Erst ganz allmählich gestatten Theologen und Bischöfe auch Christen den Dienst an der Waffe. Der ehemalige Politiker und spätere Bischof Ambrosius von Mailand (339-397) hält es dann sogar für eine Pflicht des Staates, sich gegen Angriffe von außen – auch gegen Angriffe von Häretikern! – zu verteidigen. Dass Christen an dieser Verteidigungsaufgabe aktiv mitwirken, ist für ihn eine Selbstverständlichkeit.

Kriterien zur Gerechtigkeit(?)

Die Theologen der Scholastik – der Zeitraum etwa vom 11.-14. Jahrhundert – entwickeln auf dieser Linie schließlich Kriterien eines „gerechten Kriegs“. Dabei entscheiden sie zunächst das ius ad bellum vom ius in bello, also das „Recht zum Krieg“ – wer darf überhaupt und wozu Krieg führen? – vom „Recht im Krieg“, das sich auf die Art und Weise der Kriegsführung bezieht.

Das Recht zum Krieg hat fünf Voraussetzungen: Die legitime Autorität braucht einen rechtfertigenden Kriegsgrund. Die Kriegsparteien müssen ihre Sache mit einer letztlich gerechten Absicht vertreten, wobei Gewalt als das letzte Mittel zur Wiederherstellung des Rechts angesehen wird. Schließlich muss eine Aussicht auf Frieden mit dem Gegner bestehen.

Tritt man in einen solchen „gerechten Krieg“ ein, ist im Blick auf die Kriegsführung die Verhältnismäßigkeit zu beachten: Die eingesetzten militärischen Mittel müssen verhältnismäßig sein. Außerdem sind Zivilisten unbedingt zu schützen.

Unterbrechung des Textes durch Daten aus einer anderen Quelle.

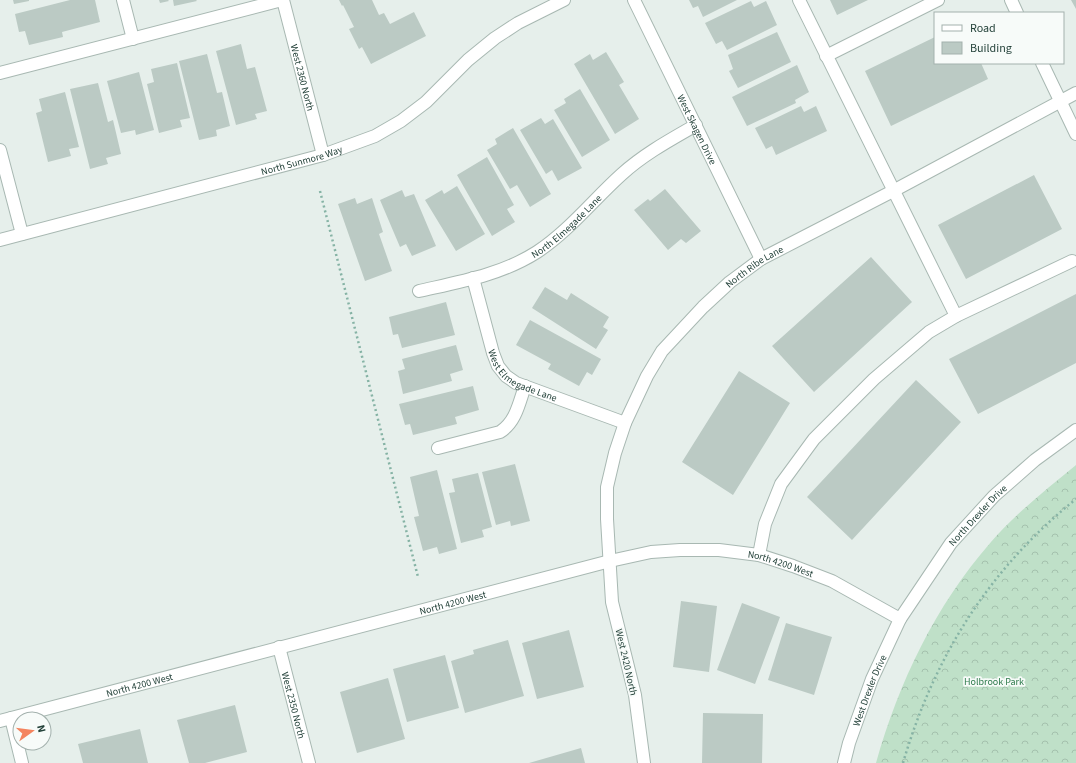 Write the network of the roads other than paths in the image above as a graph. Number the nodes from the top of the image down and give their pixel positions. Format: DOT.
graph roads {
  1 [pos="123,0"];
  2 [pos="283,0"];
  3 [pos="564,0"];
  4 [pos="634,0"];
  5 [pos="798,0"];
  6 [pos="938,0"];
  7 [pos="1011,0"];
  8 [pos="1017,12"];
  9 [pos="133,39"];
  10 [pos="826,56"];
  11 [pos="1042,64"];
  12 [pos="0,73"];
  13 [pos="1076,93"];
  14 [pos="1061,101"];
  15 [pos="696,125"];
  16 [pos="1076,134"];
  17 [pos="0,150"];
  18 [pos="323,155"];
  19 [pos="893,191"];
  20 [pos="22,234"];
  21 [pos="0,240"];
  22 [pos="761,259"];
  23 [pos="1072,261"];
  24 [pos="474,278"];
  25 [pos="419,291"];
  26 [pos="956,316"];
  27 [pos="525,386"];
  28 [pos="625,423"];
  29 [pos="1076,430"];
  30 [pos="438,448"];
  31 [pos="759,555"];
  32 [pos="610,561"];
  33 [pos="900,619"];
  34 [pos="280,648"];
  35 [pos="5,719"];
  36 [pos="22,763"];
  37 [pos="309,763"];
  38 [pos="644,763"];
  39 [pos="844,763"];
  1 -- 9 [label="street"];
  2 -- 9 [label="street"];
  2 -- 18 [label="street, West 2360 North"];
  3 -- 18 [label="street, North Sunmore Way"];
  4 -- 15 [label="street, West Skagen Drive"];
  5 -- 10 [label="street"];
  6 -- 10 [label="street"];
  7 -- 8 [label="street"];
  9 -- 12 [label="street"];
  10 -- 19 [label="street"];
  11 -- 14 [label="street"];
  13 -- 14 [label="street, North Ribe Lane"];
  14 -- 16 [label="street"];
  14 -- 19 [label="street, North Ribe Lane"];
  15 -- 22 [label="street, West Skagen Drive"];
  15 -- 24 [label="street, North Elmegade Lane"];
  17 -- 20 [label="street"];
  18 -- 20 [label="street, North Sunmore Way"];
  19 -- 22 [label="street, North Ribe Lane"];
  19 -- 26 [label="street"];
  20 -- 21 [label="street, North Sunmore Way"];
  22 -- 28 [label="street, North Ribe Lane"];
  23 -- 26 [label="street"];
  24 -- 25 [label="street, North Elmegade Lane"];
  24 -- 27 [label="street, West Elmegade Lane"];
  26 -- 31 [label="street"];
  27 -- 28 [label="street, West Elmegade Lane"];
  27 -- 30 [label="street"];
  28 -- 32 [label="street, North Ribe Lane"];
  29 -- 33 [label="street, North Drexler Drive"];
  31 -- 32 [label="street, North 4200 West"];
  31 -- 33 [label="street, North 4200 West"];
  32 -- 34 [label="street, North 4200 West"];
  32 -- 38 [label="street, West 2420 North"];
  33 -- 39 [label="street, West Drexler Drive"];
  34 -- 35 [label="street, North 4200 West"];
  34 -- 37 [label="street, West 2350 North"];
  35 -- 36 [label="street"];
} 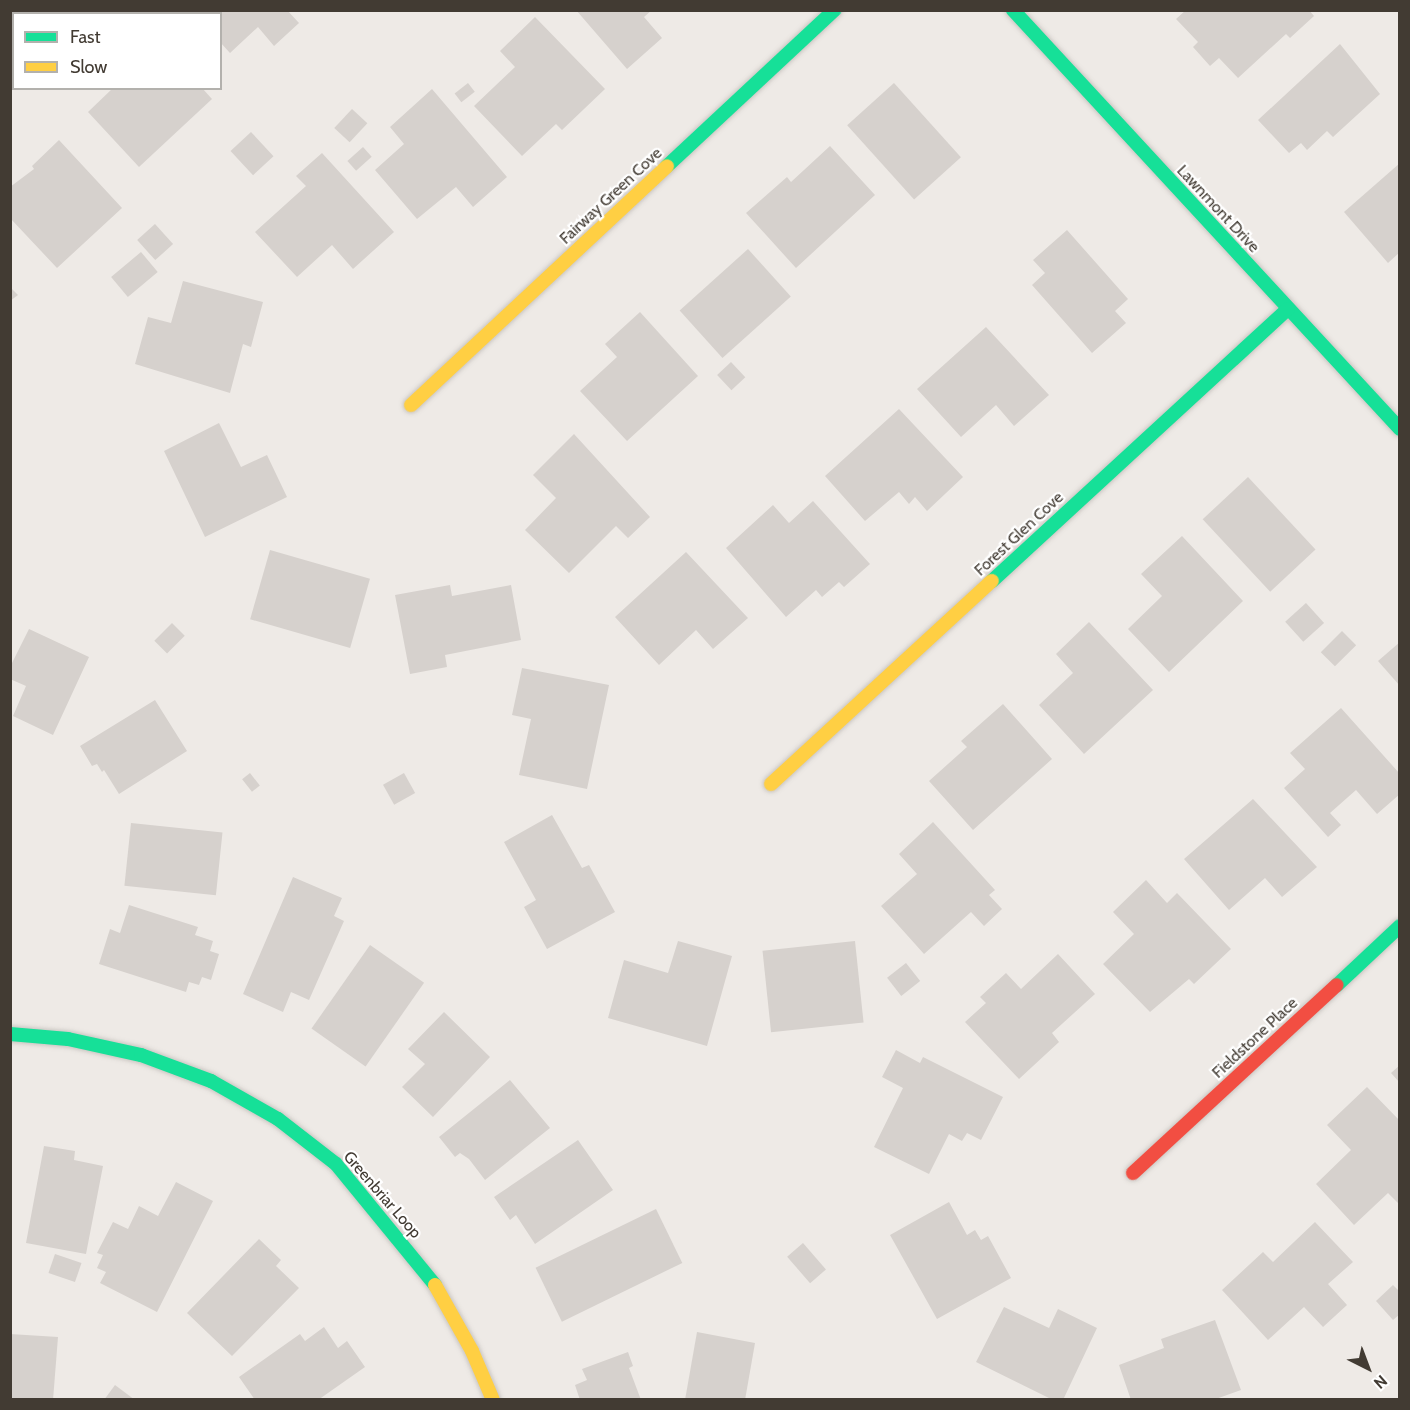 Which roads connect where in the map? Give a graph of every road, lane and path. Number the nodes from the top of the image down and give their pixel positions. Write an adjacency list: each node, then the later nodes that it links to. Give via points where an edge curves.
1 (834, 10): 4 (street, Fairway Green Cove)
2 (1012, 10): 3 (street, Lawnmont Drive)
3 (1288, 309): 5 (street, Lawnmont Drive); 6 (street, Forest Glen Cove)
4 (411, 405)
5 (1400, 429)
6 (771, 783)
7 (1400, 926): 9 (street, Fieldstone Place)
8 (10, 1034): 10 (street, Greenbriar Loop, via 68,1040 141,1055 211,1081 278,1119 336,1164 430,1276 472,1351)
9 (1133, 1173)
10 (492, 1400) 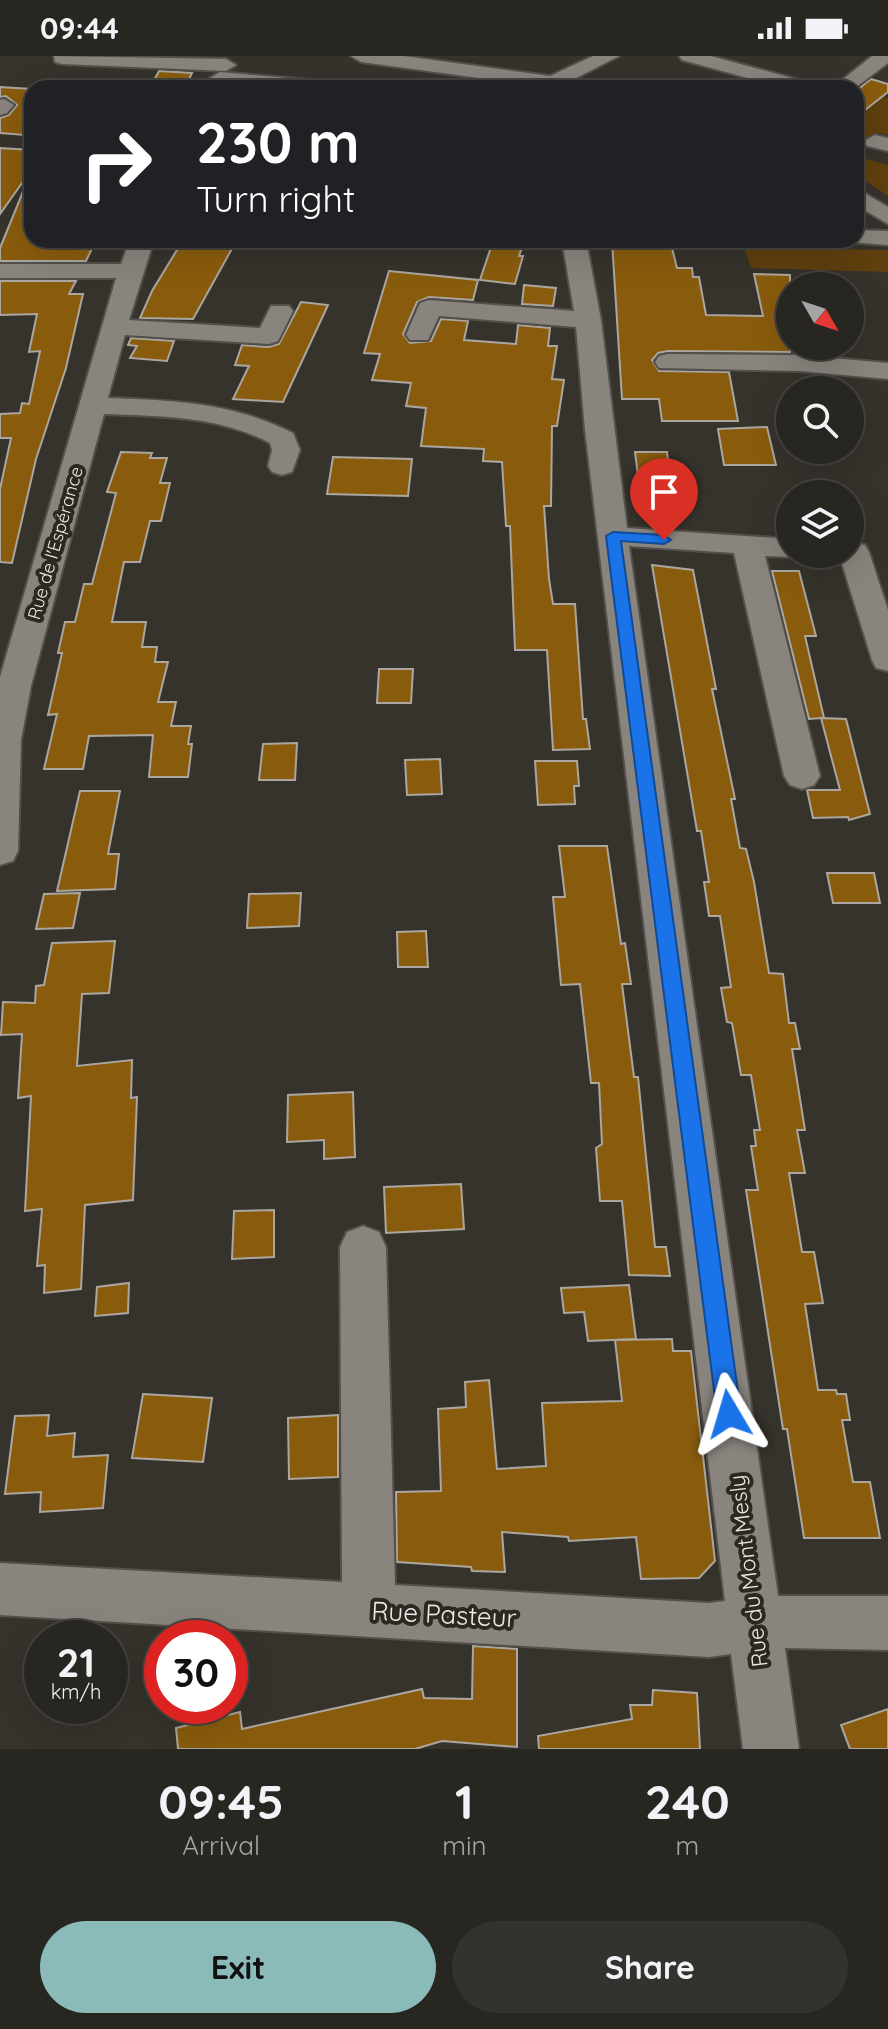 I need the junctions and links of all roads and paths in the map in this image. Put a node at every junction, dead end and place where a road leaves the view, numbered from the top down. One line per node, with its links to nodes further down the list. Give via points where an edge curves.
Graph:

Doch ein nüchterner Blick in die Geschichte – auch die Kirchengeschichte! – zeigt: Dauerhafter und weltweiter Friede ist unerreicht. Und man darf wohl mit Recht in Frage stellen, ob alle geführten Kriege den Kriterien eines „gerechten Kriegs“ entsprächen – einmal ganz abgesehen von der Tatsache, dass ja zunächst alle Staaten diese Kriterien anerkennen und schließlich auch noch einheitlich interpretieren müssten.

Ewiger Friede?

Vielleicht stellt auch deshalb Immanuel Kant (1724-1804) in seiner Altersschrift „Zum ewigen Frieden“ ernüchtert fest, dass der Friede unter den Menschen keineswegs der Normalfall sei. Der „Naturzustand“ sei „vielmehr ein Zustand des Kriegs, (…) wenn gleich nicht immer ein Ausbruch der Feindseligkeiten, doch immerwährende Bedrohung mit denselben.“

Dennoch schickt er sich an, Kriterien für ein allgemein geltendes Völkerrecht zu formulieren. Würde man sich international darauf einigen, könnten wesentliche Kriegsursachen beseitigt werden. Er plädiert für ein Verbot, für gewaltsam ausgetragene Konflikte Kredite aufnehmen zu dürfen, und generell für ein Ende der Vorstellung, andere Staaten seien potentiell eroberbar – statt selbstbestimmte Nationen. Kein Staat dürfe sich außerdem gewaltsam in Angelegenheiten anderer Länder einmischen oder mit anderen geheime Absprachen treffen. Zudem fordert er: „Stehende Heere sollen mit der Zeit ganz aufhören“. Denn in ihnen sieht er nur einen Anlass zur wechselseitigen Bedrohung und ein daraus folgendes Wettrüsten.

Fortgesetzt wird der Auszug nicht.